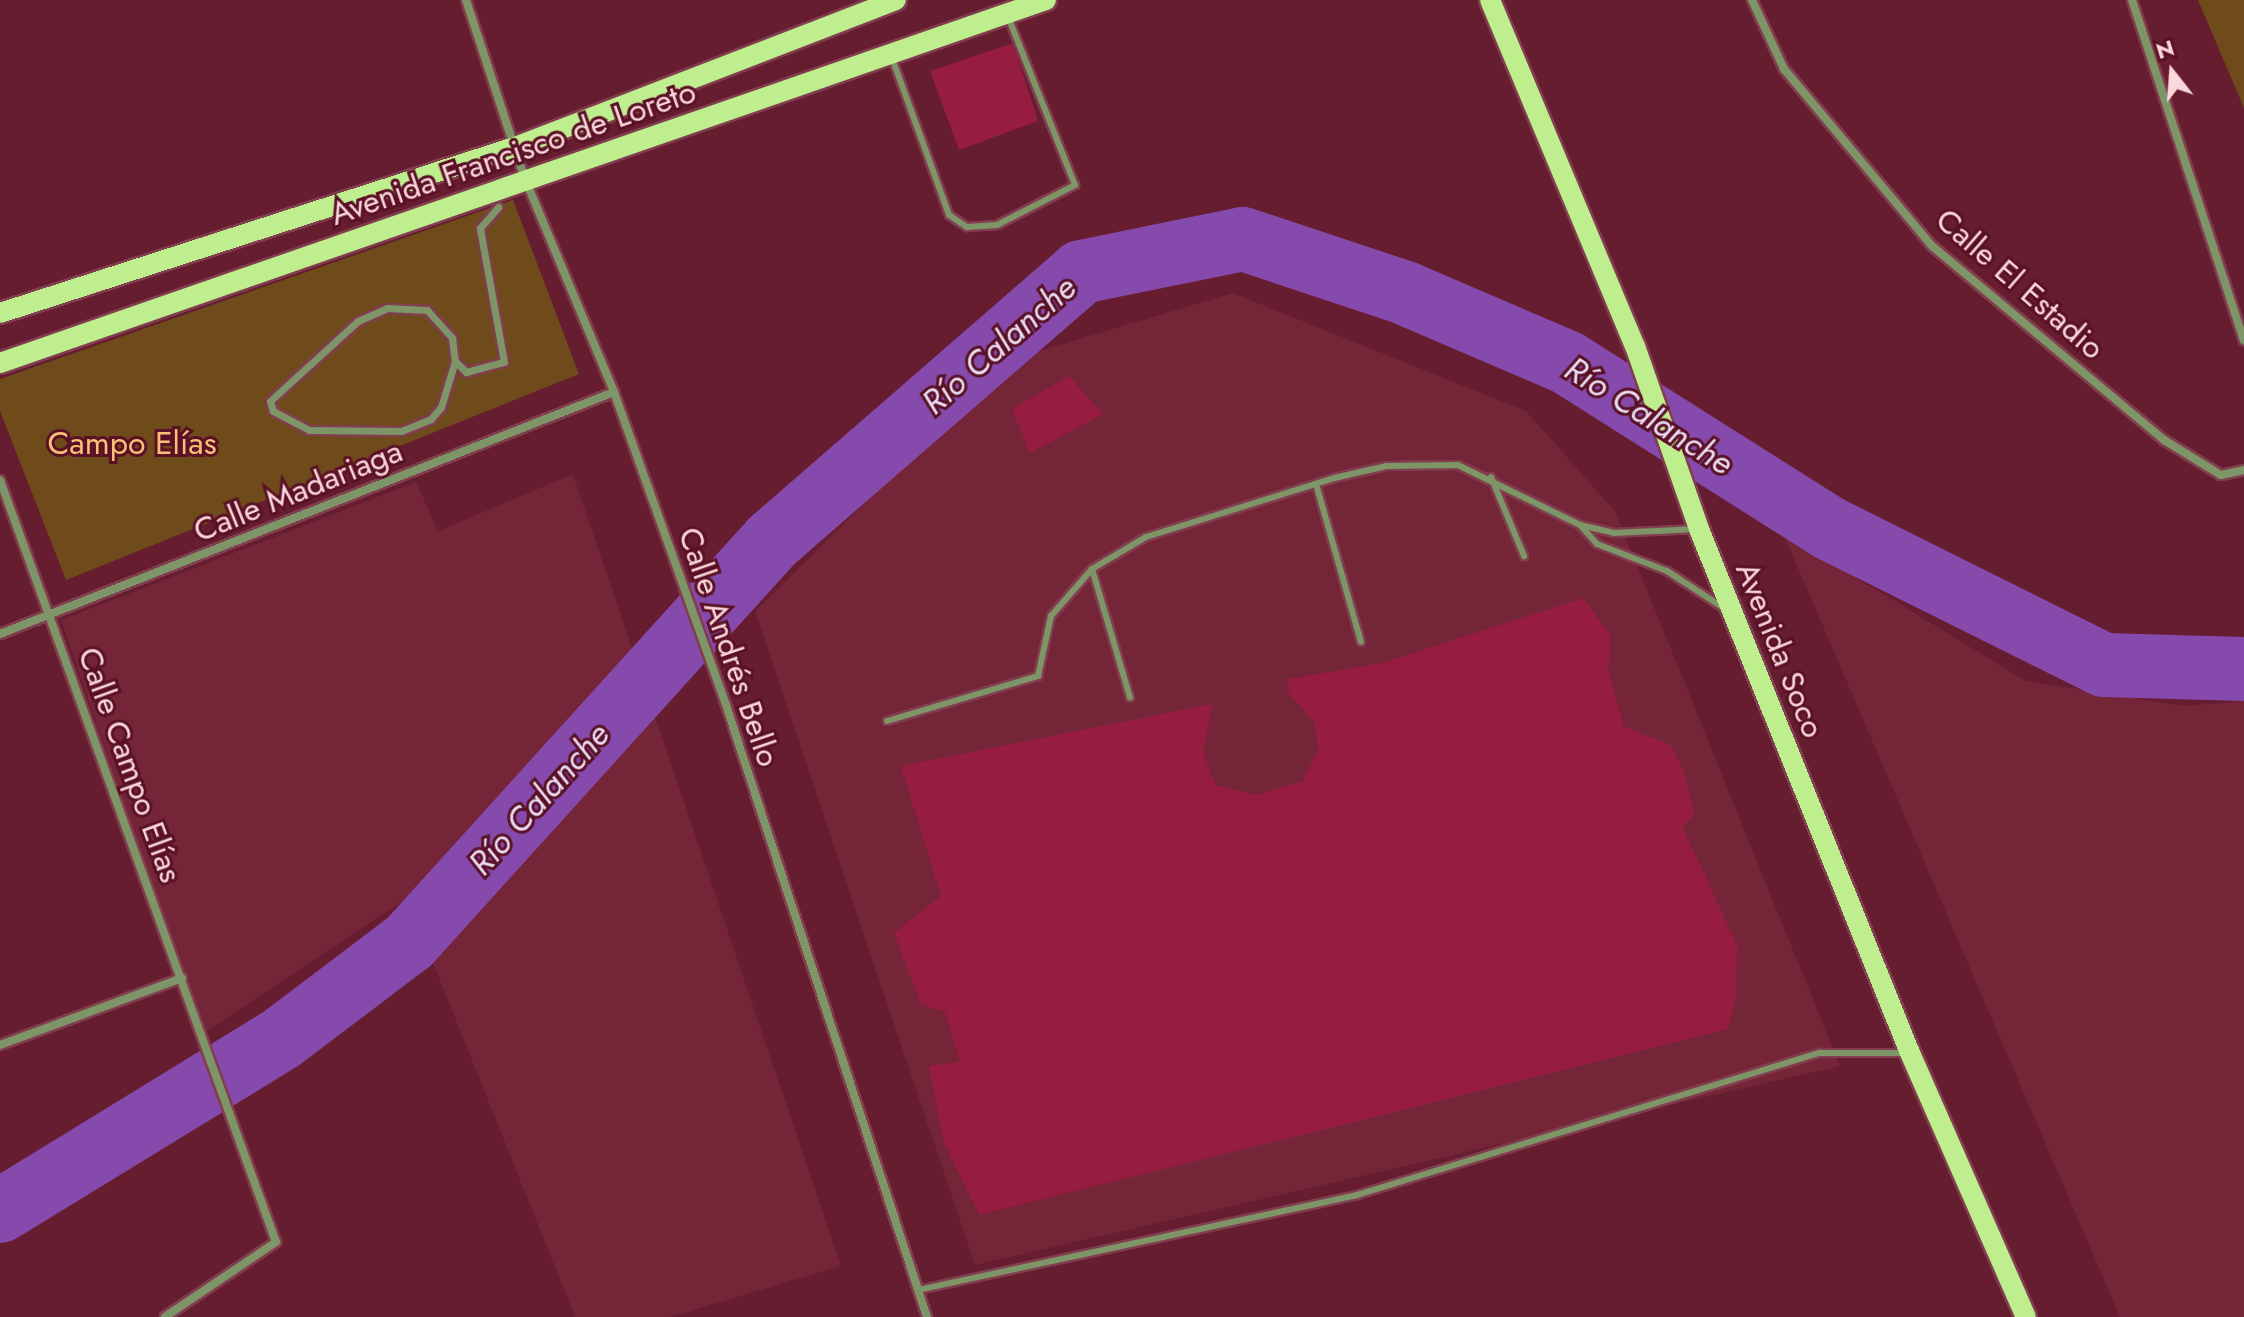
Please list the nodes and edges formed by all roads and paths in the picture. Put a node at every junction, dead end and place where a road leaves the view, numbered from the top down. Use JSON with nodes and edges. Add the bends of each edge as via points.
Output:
{"nodes":[{"id":1,"x":466,"y":0,"type":"edge"},
{"id":2,"x":896,"y":0,"type":"edge"},
{"id":3,"x":1046,"y":0,"type":"edge"},
{"id":4,"x":1490,"y":0,"type":"edge"},
{"id":5,"x":1752,"y":0,"type":"edge"},
{"id":6,"x":2132,"y":0,"type":"edge"},
{"id":7,"x":1007,"y":14,"type":"junction"},
{"id":8,"x":892,"y":58,"type":"junction"},
{"id":9,"x":515,"y":147,"type":"junction"},
{"id":10,"x":525,"y":179,"type":"junction"},
{"id":11,"x":498,"y":207,"type":"dead end"},
{"id":12,"x":0,"y":313,"type":"edge"},
{"id":13,"x":2244,"y":340,"type":"edge"},
{"id":14,"x":455,"y":361,"type":"junction"},
{"id":15,"x":0,"y":363,"type":"edge"},
{"id":16,"x":614,"y":392,"type":"junction"},
{"id":17,"x":2244,"y":470,"type":"edge"},
{"id":18,"x":1491,"y":477,"type":"junction"},
{"id":19,"x":0,"y":480,"type":"edge"},
{"id":20,"x":1316,"y":484,"type":"junction"},
{"id":21,"x":1580,"y":525,"type":"junction"},
{"id":22,"x":1699,"y":529,"type":"junction"},
{"id":23,"x":1524,"y":556,"type":"dead end"},
{"id":24,"x":1092,"y":569,"type":"junction"},
{"id":25,"x":1733,"y":614,"type":"junction"},
{"id":26,"x":50,"y":615,"type":"junction"},
{"id":27,"x":0,"y":634,"type":"edge"},
{"id":28,"x":1361,"y":642,"type":"dead end"},
{"id":29,"x":1130,"y":697,"type":"dead end"},
{"id":30,"x":887,"y":721,"type":"dead end"},
{"id":31,"x":182,"y":978,"type":"junction"},
{"id":32,"x":0,"y":1045,"type":"edge"},
{"id":33,"x":1910,"y":1053,"type":"junction"},
{"id":34,"x":918,"y":1290,"type":"junction"},
{"id":35,"x":165,"y":1317,"type":"edge"},
{"id":36,"x":927,"y":1317,"type":"edge"},
{"id":37,"x":2026,"y":1317,"type":"edge"}],
"edges":[{"from":1,"to":9,"type":"street","name":"Calle Andrés Bello"},
{"from":2,"to":9,"type":"main road","name":"Avenida Francisco de Loreto"},
{"from":3,"to":7,"type":"main road","name":"Avenida Francisco de Loreto"},
{"from":4,"to":22,"type":"main road","name":"Avenida Soco","via":[[1635,346]]},
{"from":5,"to":17,"type":"street","name":"Calle El Estadio","via":[[1784,69],[1932,246],[2164,440],[2221,475]]},
{"from":6,"to":13,"type":"street"},
{"from":7,"to":8,"type":"main road","name":"Avenida Francisco de Loreto"},
{"from":7,"to":8,"type":"lane","via":[[1075,185],[997,225],[967,227],[949,215]]},
{"from":8,"to":10,"type":"main road","name":"Avenida Francisco de Loreto"},
{"from":9,"to":10,"type":"street","name":"Calle Andrés Bello"},
{"from":9,"to":12,"type":"main road","name":"Avenida Francisco de Loreto"},
{"from":10,"to":15,"type":"main road","name":"Avenida Francisco de Loreto"},
{"from":10,"to":16,"type":"street","name":"Calle Andrés Bello"},
{"from":11,"to":14,"type":"street","via":[[480,228],[504,362],[466,372]]},
{"from":14,"to":14,"type":"street","via":[[452,338],[427,310],[376,310],[270,401],[273,411],[309,430],[401,431],[431,419],[441,407]]},
{"from":16,"to":26,"type":"street","name":"Calle Madariaga"},
{"from":16,"to":34,"type":"street","name":"Calle Andrés Bello","via":[[726,705]]},
{"from":18,"to":20,"type":"lane","via":[[1458,465],[1387,466]]},
{"from":18,"to":21,"type":"lane"},
{"from":18,"to":23,"type":"lane"},
{"from":19,"to":26,"type":"street","name":"Calle Campo Elías"},
{"from":20,"to":24,"type":"lane","via":[[1146,537]]},
{"from":20,"to":28,"type":"lane"},
{"from":21,"to":22,"type":"lane","via":[[1614,533]]},
{"from":21,"to":25,"type":"lane","via":[[1597,544],[1667,571]]},
{"from":22,"to":25,"type":"main road","name":"Avenida Soco"},
{"from":24,"to":29,"type":"lane"},
{"from":24,"to":30,"type":"lane","via":[[1051,616],[1038,676]]},
{"from":25,"to":33,"type":"main road","name":"Avenida Soco"},
{"from":26,"to":27,"type":"street","name":"Calle Madariaga"},
{"from":26,"to":31,"type":"street","name":"Calle Campo Elías"},
{"from":31,"to":32,"type":"street"},
{"from":31,"to":35,"type":"street","name":"Calle Campo Elías","via":[[276,1242]]},
{"from":33,"to":34,"type":"lane","via":[[1820,1053],[1357,1195]]},
{"from":33,"to":37,"type":"main road","name":"Avenida Soco"},
{"from":34,"to":36,"type":"street","name":"Calle Andrés Bello"}]}
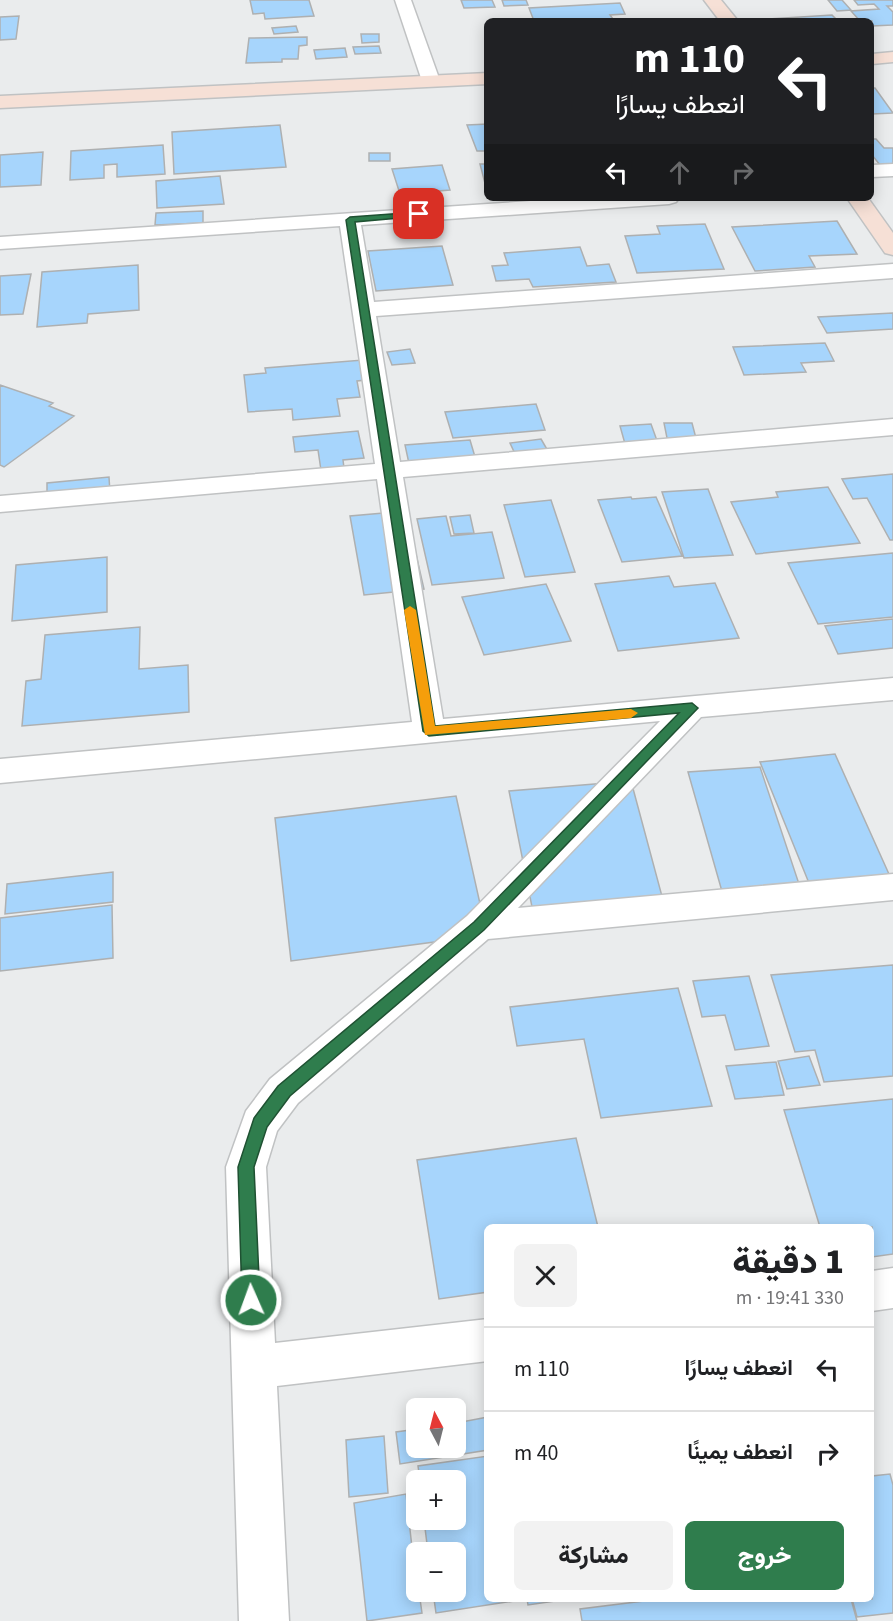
--------------------------------
▸ **Work order**
Print each line of the listing exactly and include no pictures.

▸ **Exercise result**
Please list the nodes and edges formed by all roads and paths in the picture. Put a node at every junction, dead end and place where a road leaves the view, numbered from the top down. Use JSON with nodes and edges. Add the bends of each edge as via points.
Output:
{"nodes":[{"id":1,"x":466,"y":0,"type":"edge"},
{"id":2,"x":896,"y":0,"type":"edge"},
{"id":3,"x":1046,"y":0,"type":"edge"},
{"id":4,"x":1490,"y":0,"type":"edge"},
{"id":5,"x":1752,"y":0,"type":"edge"},
{"id":6,"x":2132,"y":0,"type":"edge"},
{"id":7,"x":1007,"y":14,"type":"junction"},
{"id":8,"x":892,"y":58,"type":"junction"},
{"id":9,"x":515,"y":147,"type":"junction"},
{"id":10,"x":525,"y":179,"type":"junction"},
{"id":11,"x":498,"y":207,"type":"dead end"},
{"id":12,"x":0,"y":313,"type":"edge"},
{"id":13,"x":2244,"y":340,"type":"edge"},
{"id":14,"x":455,"y":361,"type":"junction"},
{"id":15,"x":0,"y":363,"type":"edge"},
{"id":16,"x":614,"y":392,"type":"junction"},
{"id":17,"x":2244,"y":470,"type":"edge"},
{"id":18,"x":1491,"y":477,"type":"junction"},
{"id":19,"x":0,"y":480,"type":"edge"},
{"id":20,"x":1316,"y":484,"type":"junction"},
{"id":21,"x":1580,"y":525,"type":"junction"},
{"id":22,"x":1699,"y":529,"type":"junction"},
{"id":23,"x":1524,"y":556,"type":"dead end"},
{"id":24,"x":1092,"y":569,"type":"junction"},
{"id":25,"x":1733,"y":614,"type":"junction"},
{"id":26,"x":50,"y":615,"type":"junction"},
{"id":27,"x":0,"y":634,"type":"edge"},
{"id":28,"x":1361,"y":642,"type":"dead end"},
{"id":29,"x":1130,"y":697,"type":"dead end"},
{"id":30,"x":887,"y":721,"type":"dead end"},
{"id":31,"x":182,"y":978,"type":"junction"},
{"id":32,"x":0,"y":1045,"type":"edge"},
{"id":33,"x":1910,"y":1053,"type":"junction"},
{"id":34,"x":918,"y":1290,"type":"junction"},
{"id":35,"x":165,"y":1317,"type":"edge"},
{"id":36,"x":927,"y":1317,"type":"edge"},
{"id":37,"x":2026,"y":1317,"type":"edge"}],
"edges":[{"from":1,"to":9,"type":"street","name":"Calle Andrés Bello"},
{"from":2,"to":9,"type":"main road","name":"Avenida Francisco de Loreto"},
{"from":3,"to":7,"type":"main road","name":"Avenida Francisco de Loreto"},
{"from":4,"to":22,"type":"main road","name":"Avenida Soco","via":[[1635,346]]},
{"from":5,"to":17,"type":"street","name":"Calle El Estadio","via":[[1784,69],[1932,246],[2164,440],[2221,475]]},
{"from":6,"to":13,"type":"street"},
{"from":7,"to":8,"type":"main road","name":"Avenida Francisco de Loreto"},
{"from":7,"to":8,"type":"lane","via":[[1075,185],[997,225],[967,227],[949,215]]},
{"from":8,"to":10,"type":"main road","name":"Avenida Francisco de Loreto"},
{"from":9,"to":10,"type":"street","name":"Calle Andrés Bello"},
{"from":9,"to":12,"type":"main road","name":"Avenida Francisco de Loreto"},
{"from":10,"to":15,"type":"main road","name":"Avenida Francisco de Loreto"},
{"from":10,"to":16,"type":"street","name":"Calle Andrés Bello"},
{"from":11,"to":14,"type":"street","via":[[480,228],[504,362],[466,372]]},
{"from":14,"to":14,"type":"street","via":[[452,338],[427,310],[376,310],[270,401],[273,411],[309,430],[401,431],[431,419],[441,407]]},
{"from":16,"to":26,"type":"street","name":"Calle Madariaga"},
{"from":16,"to":34,"type":"street","name":"Calle Andrés Bello","via":[[726,705]]},
{"from":18,"to":20,"type":"lane","via":[[1458,465],[1387,466]]},
{"from":18,"to":21,"type":"lane"},
{"from":18,"to":23,"type":"lane"},
{"from":19,"to":26,"type":"street","name":"Calle Campo Elías"},
{"from":20,"to":24,"type":"lane","via":[[1146,537]]},
{"from":20,"to":28,"type":"lane"},
{"from":21,"to":22,"type":"lane","via":[[1614,533]]},
{"from":21,"to":25,"type":"lane","via":[[1597,544],[1667,571]]},
{"from":22,"to":25,"type":"main road","name":"Avenida Soco"},
{"from":24,"to":29,"type":"lane"},
{"from":24,"to":30,"type":"lane","via":[[1051,616],[1038,676]]},
{"from":25,"to":33,"type":"main road","name":"Avenida Soco"},
{"from":26,"to":27,"type":"street","name":"Calle Madariaga"},
{"from":26,"to":31,"type":"street","name":"Calle Campo Elías"},
{"from":31,"to":32,"type":"street"},
{"from":31,"to":35,"type":"street","name":"Calle Campo Elías","via":[[276,1242]]},
{"from":33,"to":34,"type":"lane","via":[[1820,1053],[1357,1195]]},
{"from":33,"to":37,"type":"main road","name":"Avenida Soco"},
{"from":34,"to":36,"type":"street","name":"Calle Andrés Bello"}]}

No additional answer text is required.